* **Exercise**:
From the records below, count the lines holding the string "Bahrain". Only the number is wanted.
[Information provided]
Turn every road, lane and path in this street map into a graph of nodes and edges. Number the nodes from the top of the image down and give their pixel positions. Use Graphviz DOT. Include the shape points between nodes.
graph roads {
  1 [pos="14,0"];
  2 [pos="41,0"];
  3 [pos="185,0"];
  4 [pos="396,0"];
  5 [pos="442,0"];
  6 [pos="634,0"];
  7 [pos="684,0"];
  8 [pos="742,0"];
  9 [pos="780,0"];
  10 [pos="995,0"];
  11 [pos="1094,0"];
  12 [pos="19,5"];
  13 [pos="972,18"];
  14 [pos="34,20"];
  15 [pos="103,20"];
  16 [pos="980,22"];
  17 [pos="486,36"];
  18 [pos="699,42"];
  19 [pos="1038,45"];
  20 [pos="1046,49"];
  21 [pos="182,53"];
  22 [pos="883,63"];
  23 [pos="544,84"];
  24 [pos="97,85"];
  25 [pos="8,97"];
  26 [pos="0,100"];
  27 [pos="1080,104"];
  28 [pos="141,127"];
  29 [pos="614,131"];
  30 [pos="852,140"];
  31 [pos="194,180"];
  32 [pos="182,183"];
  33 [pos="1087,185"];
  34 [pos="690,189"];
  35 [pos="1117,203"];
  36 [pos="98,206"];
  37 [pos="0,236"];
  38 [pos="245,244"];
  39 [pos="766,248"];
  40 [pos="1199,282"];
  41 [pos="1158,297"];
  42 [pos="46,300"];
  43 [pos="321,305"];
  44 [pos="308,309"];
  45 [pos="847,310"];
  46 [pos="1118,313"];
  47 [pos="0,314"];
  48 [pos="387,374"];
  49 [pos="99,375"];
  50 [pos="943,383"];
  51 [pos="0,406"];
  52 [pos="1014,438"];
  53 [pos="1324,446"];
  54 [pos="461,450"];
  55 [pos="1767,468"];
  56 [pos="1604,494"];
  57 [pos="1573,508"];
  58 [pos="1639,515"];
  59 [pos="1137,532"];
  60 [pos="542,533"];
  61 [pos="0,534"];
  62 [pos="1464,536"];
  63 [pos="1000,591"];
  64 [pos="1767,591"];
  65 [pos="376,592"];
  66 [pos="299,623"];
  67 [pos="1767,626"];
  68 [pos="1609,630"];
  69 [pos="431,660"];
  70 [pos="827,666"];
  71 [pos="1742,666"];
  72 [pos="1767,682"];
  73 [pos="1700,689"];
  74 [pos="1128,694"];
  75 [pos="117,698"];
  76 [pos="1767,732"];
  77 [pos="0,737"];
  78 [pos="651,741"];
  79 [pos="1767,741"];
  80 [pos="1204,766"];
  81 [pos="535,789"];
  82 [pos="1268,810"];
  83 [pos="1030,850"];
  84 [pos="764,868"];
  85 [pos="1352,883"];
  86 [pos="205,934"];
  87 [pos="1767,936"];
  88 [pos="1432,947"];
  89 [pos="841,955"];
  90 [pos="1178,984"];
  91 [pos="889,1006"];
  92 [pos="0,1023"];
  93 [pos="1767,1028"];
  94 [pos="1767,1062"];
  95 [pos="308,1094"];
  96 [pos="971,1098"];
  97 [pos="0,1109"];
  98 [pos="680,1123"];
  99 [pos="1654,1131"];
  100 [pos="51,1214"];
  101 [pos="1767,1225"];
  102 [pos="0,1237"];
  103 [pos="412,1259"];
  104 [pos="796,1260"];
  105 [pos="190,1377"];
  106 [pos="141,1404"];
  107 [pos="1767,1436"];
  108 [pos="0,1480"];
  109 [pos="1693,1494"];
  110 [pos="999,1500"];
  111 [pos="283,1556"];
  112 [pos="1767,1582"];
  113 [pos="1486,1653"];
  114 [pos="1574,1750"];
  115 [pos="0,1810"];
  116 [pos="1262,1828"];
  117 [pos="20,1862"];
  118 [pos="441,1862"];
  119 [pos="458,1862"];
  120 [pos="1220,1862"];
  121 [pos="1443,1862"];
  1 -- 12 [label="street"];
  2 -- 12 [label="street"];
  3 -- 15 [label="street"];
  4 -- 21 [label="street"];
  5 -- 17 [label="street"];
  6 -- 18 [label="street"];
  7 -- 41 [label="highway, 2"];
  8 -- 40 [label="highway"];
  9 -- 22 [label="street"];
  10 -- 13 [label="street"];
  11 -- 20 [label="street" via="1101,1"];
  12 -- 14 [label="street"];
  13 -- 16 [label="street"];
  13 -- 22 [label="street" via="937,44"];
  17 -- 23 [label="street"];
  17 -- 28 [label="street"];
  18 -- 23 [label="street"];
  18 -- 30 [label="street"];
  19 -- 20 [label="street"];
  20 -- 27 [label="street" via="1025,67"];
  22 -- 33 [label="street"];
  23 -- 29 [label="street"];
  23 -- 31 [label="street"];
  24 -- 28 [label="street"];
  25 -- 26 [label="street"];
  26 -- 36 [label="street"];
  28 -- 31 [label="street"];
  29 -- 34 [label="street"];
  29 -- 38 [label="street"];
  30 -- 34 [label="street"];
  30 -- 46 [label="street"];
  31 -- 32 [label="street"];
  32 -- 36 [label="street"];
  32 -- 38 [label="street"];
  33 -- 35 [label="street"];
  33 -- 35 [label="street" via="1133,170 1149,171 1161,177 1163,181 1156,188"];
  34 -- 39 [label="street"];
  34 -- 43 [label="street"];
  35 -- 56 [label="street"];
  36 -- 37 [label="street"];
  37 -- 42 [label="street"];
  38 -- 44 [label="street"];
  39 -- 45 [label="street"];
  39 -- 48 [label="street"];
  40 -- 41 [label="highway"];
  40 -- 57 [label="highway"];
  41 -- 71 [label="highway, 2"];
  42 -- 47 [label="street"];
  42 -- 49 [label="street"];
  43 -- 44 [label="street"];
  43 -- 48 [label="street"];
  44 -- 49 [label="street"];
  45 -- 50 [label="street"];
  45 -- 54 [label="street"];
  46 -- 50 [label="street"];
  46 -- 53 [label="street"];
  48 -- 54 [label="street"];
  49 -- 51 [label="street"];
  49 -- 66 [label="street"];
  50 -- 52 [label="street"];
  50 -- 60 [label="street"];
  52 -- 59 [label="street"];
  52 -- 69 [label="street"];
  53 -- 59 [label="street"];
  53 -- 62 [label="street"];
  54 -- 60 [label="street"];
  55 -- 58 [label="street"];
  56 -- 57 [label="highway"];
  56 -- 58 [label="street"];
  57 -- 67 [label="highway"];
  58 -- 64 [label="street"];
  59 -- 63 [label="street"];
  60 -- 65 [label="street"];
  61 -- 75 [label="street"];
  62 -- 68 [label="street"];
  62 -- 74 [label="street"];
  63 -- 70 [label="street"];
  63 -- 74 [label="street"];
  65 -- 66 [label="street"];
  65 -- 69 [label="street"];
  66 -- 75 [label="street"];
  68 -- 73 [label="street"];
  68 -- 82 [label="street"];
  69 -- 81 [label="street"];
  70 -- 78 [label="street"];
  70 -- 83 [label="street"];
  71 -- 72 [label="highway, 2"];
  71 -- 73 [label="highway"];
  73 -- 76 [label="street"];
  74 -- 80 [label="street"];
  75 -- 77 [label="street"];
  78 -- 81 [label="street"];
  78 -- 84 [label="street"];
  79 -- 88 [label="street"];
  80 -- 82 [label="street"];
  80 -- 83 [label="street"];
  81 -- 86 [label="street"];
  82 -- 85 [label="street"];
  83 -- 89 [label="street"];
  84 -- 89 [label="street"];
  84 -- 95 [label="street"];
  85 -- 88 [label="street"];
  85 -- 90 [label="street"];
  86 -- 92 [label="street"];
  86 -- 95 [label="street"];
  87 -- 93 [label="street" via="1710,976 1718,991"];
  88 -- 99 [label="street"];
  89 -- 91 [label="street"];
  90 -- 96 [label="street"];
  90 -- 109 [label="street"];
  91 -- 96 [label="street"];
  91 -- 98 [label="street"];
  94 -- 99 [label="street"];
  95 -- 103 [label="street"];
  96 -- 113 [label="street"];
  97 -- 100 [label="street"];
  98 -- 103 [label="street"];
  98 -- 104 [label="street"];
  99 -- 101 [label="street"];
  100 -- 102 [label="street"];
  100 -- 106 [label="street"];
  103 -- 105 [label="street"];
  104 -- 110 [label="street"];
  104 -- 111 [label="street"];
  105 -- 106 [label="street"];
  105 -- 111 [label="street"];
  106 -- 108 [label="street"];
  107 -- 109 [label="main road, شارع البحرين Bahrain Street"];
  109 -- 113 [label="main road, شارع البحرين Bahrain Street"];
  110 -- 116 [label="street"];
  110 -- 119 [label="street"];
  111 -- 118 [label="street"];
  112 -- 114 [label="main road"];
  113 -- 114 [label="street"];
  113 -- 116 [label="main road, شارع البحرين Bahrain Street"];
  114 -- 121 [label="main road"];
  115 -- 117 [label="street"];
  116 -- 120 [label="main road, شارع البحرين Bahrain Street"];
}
[/Information provided]
* **Written answer**:
4